Examinons maintenant comment les personnes très fortement malvoyantes ressentent leur NDE. Rappelons-nous que six sujets examinés par Ring et Cooper appartiennent à cette catégorie. Bien que moins spectaculaire que la vision chez les aveugles, ces cas sont néanmoins très intéressants. Pour illustrer mon propos, je citerai le cas de Marsha. Comme Vicki, elle était prématurée et née à six mois de grossesse. Marsha souffre de réthinopatie de prématuré. Elle bénéficie d'un résidu de vision dans l'oeil droit qui lui permet d'apercevoir des ombres floues, mais elle est incapable de lire et ne se déplace qu'avec son chien d'aveugle. Voici son témoignage:

Ring: Pouvez-vous décrire ce que vous avez vu ? (en parlant de son corps qu'elle contemplait depuis l'extérieur). Pouvez-vous le décrire en détail ? Marsha: Oui, cela me ressemblait. J'avais l'air endormie. Ring: Comment était votre vision quand vous vous êtes regardée étendue là-bas ? Marsha: Je voyais tout à fait bien, tout à fait normalement. Ring: Quand vous dites "normal", voulez-vous dire "net" ? Marsha: Oui, tout, je pouvais tout voir. Il n'y avait aucun problème avec cela" (23).

En ce qui concerne les perceptions visuelles dans l'autre dimension elle dit ceci:

Ring: Est-ce que pendant votre NDE vous aviez une meilleure vue que celle dont vous disposez normalement dans notre monde physique ? Marsha: Ah oui, absolument. Je pouvais tout voir, absolument tout, les gens, je voyais tout. Ring: Pouvez-vous préciser ? Marsha: C'était parfait, comme ça ne pourrait jamais être le cas ici-bas. Il n'y avait absolument aucun problème.
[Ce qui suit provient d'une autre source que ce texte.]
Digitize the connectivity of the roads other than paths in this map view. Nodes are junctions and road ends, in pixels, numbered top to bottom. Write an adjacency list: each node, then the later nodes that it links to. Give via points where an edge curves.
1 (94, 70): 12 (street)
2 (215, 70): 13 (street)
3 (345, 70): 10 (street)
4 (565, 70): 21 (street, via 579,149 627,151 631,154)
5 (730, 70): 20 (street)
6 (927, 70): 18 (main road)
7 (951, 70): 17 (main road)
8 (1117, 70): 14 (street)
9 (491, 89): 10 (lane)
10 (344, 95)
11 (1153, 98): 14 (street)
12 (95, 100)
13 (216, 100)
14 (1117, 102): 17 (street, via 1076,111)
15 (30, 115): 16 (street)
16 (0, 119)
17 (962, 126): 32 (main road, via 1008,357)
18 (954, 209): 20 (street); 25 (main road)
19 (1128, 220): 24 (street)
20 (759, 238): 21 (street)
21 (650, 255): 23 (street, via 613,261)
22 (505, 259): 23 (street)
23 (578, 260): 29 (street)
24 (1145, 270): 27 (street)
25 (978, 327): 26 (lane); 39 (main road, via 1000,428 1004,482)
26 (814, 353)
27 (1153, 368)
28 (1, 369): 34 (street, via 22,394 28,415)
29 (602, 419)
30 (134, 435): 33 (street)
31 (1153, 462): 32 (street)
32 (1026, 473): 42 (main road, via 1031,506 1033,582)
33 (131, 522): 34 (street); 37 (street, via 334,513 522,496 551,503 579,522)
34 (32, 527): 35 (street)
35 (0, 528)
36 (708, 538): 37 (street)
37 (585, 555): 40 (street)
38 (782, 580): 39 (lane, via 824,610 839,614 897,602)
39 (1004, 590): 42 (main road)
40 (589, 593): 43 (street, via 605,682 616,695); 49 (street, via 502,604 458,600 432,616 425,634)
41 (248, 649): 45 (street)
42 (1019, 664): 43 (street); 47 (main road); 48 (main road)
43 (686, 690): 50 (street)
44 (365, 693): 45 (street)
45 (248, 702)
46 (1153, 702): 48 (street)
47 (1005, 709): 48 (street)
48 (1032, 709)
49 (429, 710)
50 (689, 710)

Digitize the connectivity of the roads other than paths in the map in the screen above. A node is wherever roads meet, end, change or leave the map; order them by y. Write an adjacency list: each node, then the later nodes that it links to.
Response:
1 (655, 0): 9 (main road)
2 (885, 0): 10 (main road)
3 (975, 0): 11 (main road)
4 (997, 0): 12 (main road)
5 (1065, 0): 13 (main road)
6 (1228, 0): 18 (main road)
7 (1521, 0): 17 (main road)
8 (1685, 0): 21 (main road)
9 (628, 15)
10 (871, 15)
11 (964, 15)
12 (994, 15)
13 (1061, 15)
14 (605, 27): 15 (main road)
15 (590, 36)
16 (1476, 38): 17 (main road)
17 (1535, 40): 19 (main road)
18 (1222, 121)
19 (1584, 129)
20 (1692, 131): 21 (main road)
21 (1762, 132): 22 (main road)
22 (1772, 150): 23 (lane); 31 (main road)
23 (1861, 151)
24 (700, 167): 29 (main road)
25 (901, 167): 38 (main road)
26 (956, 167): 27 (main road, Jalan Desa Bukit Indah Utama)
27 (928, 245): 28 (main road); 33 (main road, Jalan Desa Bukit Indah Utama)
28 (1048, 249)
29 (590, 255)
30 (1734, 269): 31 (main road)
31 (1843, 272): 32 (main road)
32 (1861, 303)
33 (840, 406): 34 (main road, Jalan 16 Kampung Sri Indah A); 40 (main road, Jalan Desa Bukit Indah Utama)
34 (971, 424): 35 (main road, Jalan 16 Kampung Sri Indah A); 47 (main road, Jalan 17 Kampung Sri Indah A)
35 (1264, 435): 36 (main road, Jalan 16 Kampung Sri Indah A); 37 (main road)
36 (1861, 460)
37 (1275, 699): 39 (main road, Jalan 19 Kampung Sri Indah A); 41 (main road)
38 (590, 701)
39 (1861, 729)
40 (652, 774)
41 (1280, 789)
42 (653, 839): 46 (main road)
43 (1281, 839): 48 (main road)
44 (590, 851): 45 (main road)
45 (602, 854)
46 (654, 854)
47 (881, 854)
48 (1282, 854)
Je pouvais tout voir, absolument tout. Mais pas avec mes yeux. Je ne sais pas ce qu'une vision normale pourrait être. Je ne voyais pas avec mes yeux. De toute façon, cela ne pouvait pas être avec mes yeux, car mes yeux étaient là-bas dans mon corps. Ring: Comment expliquez-vous le fait que vous pouviez voir pendant votre NDE ? Marsha: Voyez-vous, c'est vrai que je voyais, mais je ne pense pas que c'était mes yeux qui voyaient. Je ne sais pas du tout comment cela fonctionnait puisque mes yeux étaient là-bas dans mon corps, mais de toutes les façons comme mes yeux ne voient pas bien et que la vision que j'avais pendant mon expérience était parfaite, je pense qu'il s'agissait d'une autre manière de voir très spéciale" (24).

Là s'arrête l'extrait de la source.